▶ About this exercise: Leave out the pictures and give back all the entries exactly as written.

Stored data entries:
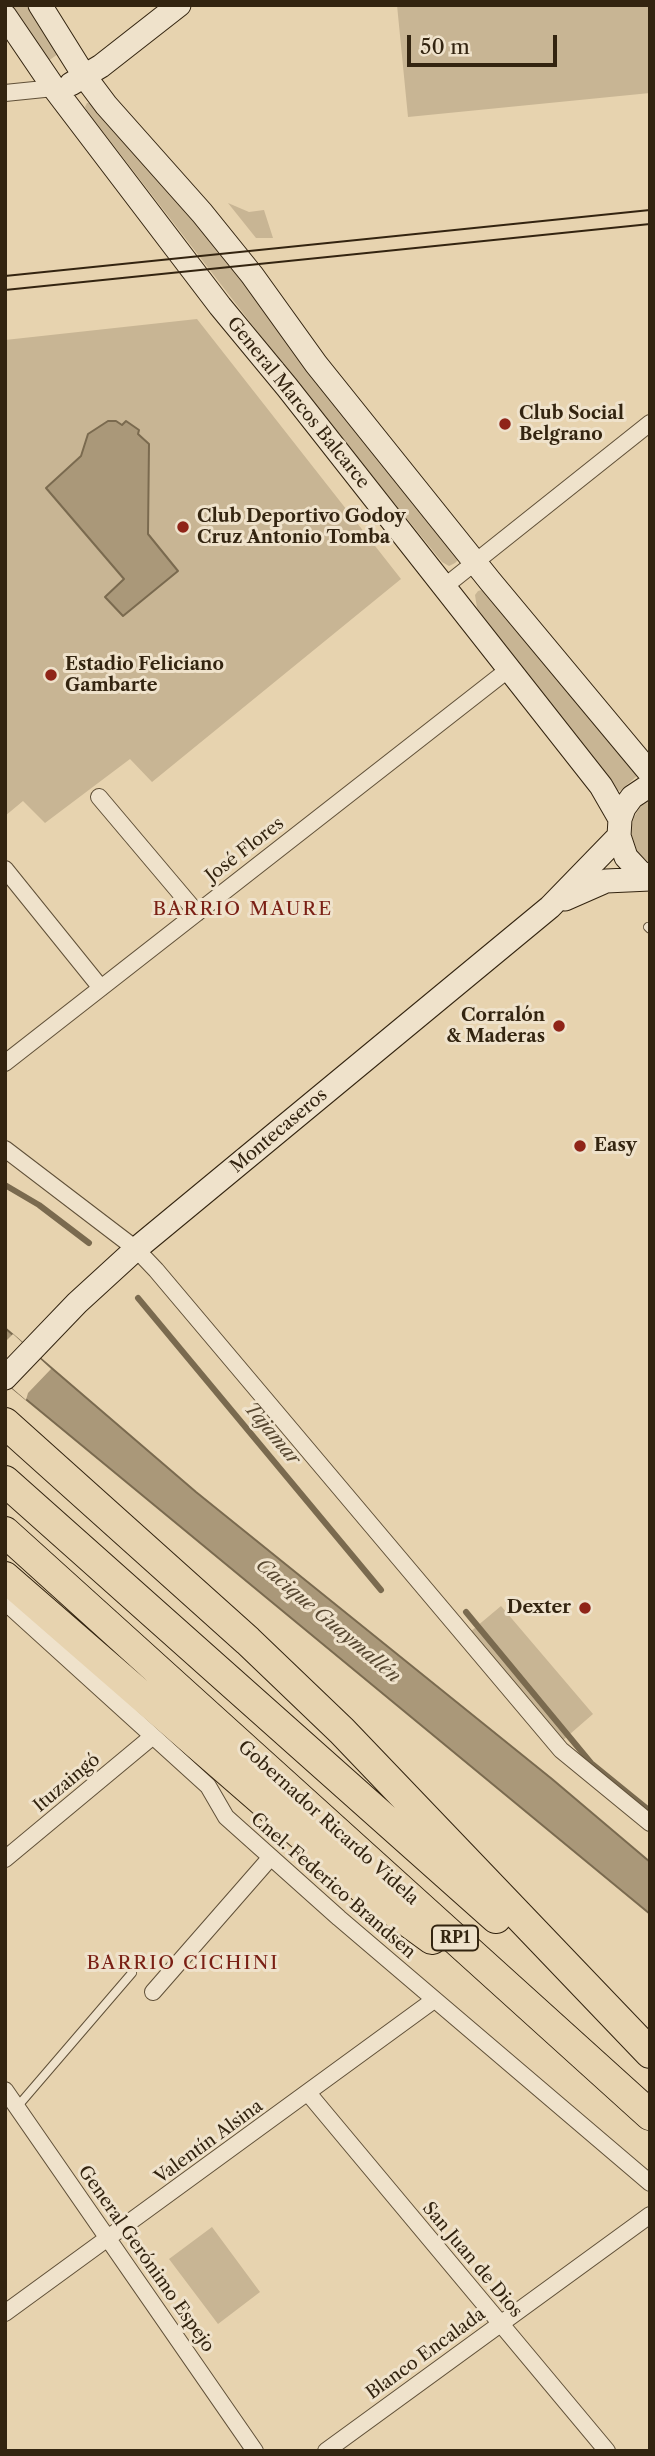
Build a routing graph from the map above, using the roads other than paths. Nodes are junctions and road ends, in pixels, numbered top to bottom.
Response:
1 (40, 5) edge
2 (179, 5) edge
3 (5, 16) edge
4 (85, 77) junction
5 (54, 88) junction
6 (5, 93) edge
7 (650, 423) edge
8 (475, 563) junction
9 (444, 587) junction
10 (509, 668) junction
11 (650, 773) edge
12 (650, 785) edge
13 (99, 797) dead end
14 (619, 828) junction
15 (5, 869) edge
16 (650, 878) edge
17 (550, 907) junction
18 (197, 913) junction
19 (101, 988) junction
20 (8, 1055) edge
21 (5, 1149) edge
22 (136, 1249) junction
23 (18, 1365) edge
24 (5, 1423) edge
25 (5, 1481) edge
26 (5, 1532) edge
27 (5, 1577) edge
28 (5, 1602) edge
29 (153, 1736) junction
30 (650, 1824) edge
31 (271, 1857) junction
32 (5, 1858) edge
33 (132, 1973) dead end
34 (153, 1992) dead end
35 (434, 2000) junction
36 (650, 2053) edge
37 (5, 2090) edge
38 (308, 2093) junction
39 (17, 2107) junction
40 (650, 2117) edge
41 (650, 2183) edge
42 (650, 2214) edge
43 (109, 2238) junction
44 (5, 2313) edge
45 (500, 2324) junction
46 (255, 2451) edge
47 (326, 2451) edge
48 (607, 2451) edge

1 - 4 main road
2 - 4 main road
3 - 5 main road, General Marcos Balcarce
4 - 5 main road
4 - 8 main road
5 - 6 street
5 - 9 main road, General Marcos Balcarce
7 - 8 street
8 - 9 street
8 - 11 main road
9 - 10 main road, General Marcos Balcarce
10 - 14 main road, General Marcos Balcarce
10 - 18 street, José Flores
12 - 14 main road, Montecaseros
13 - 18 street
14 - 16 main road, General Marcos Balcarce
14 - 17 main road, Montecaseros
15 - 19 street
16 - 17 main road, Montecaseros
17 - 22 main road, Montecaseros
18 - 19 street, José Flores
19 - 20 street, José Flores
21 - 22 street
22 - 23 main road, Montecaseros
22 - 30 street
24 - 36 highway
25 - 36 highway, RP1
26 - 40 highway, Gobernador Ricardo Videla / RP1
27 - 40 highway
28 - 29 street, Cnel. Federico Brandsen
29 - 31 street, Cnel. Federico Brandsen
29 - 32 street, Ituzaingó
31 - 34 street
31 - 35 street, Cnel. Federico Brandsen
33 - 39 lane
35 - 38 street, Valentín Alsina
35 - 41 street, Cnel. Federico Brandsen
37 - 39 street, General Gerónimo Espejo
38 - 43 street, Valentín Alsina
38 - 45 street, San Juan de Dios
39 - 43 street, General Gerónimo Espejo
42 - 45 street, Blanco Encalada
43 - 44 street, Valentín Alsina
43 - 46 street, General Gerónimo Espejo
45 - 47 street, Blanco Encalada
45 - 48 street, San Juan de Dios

▶ Solution:
Build a routing graph from the map above, using the roads other than paths. Nodes are junctions and road ends, in pixels, numbered top to bottom.
Response:
1 (40, 5) edge
2 (179, 5) edge
3 (5, 16) edge
4 (85, 77) junction
5 (54, 88) junction
6 (5, 93) edge
7 (650, 423) edge
8 (475, 563) junction
9 (444, 587) junction
10 (509, 668) junction
11 (650, 773) edge
12 (650, 785) edge
13 (99, 797) dead end
14 (619, 828) junction
15 (5, 869) edge
16 (650, 878) edge
17 (550, 907) junction
18 (197, 913) junction
19 (101, 988) junction
20 (8, 1055) edge
21 (5, 1149) edge
22 (136, 1249) junction
23 (18, 1365) edge
24 (5, 1423) edge
25 (5, 1481) edge
26 (5, 1532) edge
27 (5, 1577) edge
28 (5, 1602) edge
29 (153, 1736) junction
30 (650, 1824) edge
31 (271, 1857) junction
32 (5, 1858) edge
33 (132, 1973) dead end
34 (153, 1992) dead end
35 (434, 2000) junction
36 (650, 2053) edge
37 (5, 2090) edge
38 (308, 2093) junction
39 (17, 2107) junction
40 (650, 2117) edge
41 (650, 2183) edge
42 (650, 2214) edge
43 (109, 2238) junction
44 (5, 2313) edge
45 (500, 2324) junction
46 (255, 2451) edge
47 (326, 2451) edge
48 (607, 2451) edge

1 - 4 main road
2 - 4 main road
3 - 5 main road, General Marcos Balcarce
4 - 5 main road
4 - 8 main road
5 - 6 street
5 - 9 main road, General Marcos Balcarce
7 - 8 street
8 - 9 street
8 - 11 main road
9 - 10 main road, General Marcos Balcarce
10 - 14 main road, General Marcos Balcarce
10 - 18 street, José Flores
12 - 14 main road, Montecaseros
13 - 18 street
14 - 16 main road, General Marcos Balcarce
14 - 17 main road, Montecaseros
15 - 19 street
16 - 17 main road, Montecaseros
17 - 22 main road, Montecaseros
18 - 19 street, José Flores
19 - 20 street, José Flores
21 - 22 street
22 - 23 main road, Montecaseros
22 - 30 street
24 - 36 highway
25 - 36 highway, RP1
26 - 40 highway, Gobernador Ricardo Videla / RP1
27 - 40 highway
28 - 29 street, Cnel. Federico Brandsen
29 - 31 street, Cnel. Federico Brandsen
29 - 32 street, Ituzaingó
31 - 34 street
31 - 35 street, Cnel. Federico Brandsen
33 - 39 lane
35 - 38 street, Valentín Alsina
35 - 41 street, Cnel. Federico Brandsen
37 - 39 street, General Gerónimo Espejo
38 - 43 street, Valentín Alsina
38 - 45 street, San Juan de Dios
39 - 43 street, General Gerónimo Espejo
42 - 45 street, Blanco Encalada
43 - 44 street, Valentín Alsina
43 - 46 street, General Gerónimo Espejo
45 - 47 street, Blanco Encalada
45 - 48 street, San Juan de Dios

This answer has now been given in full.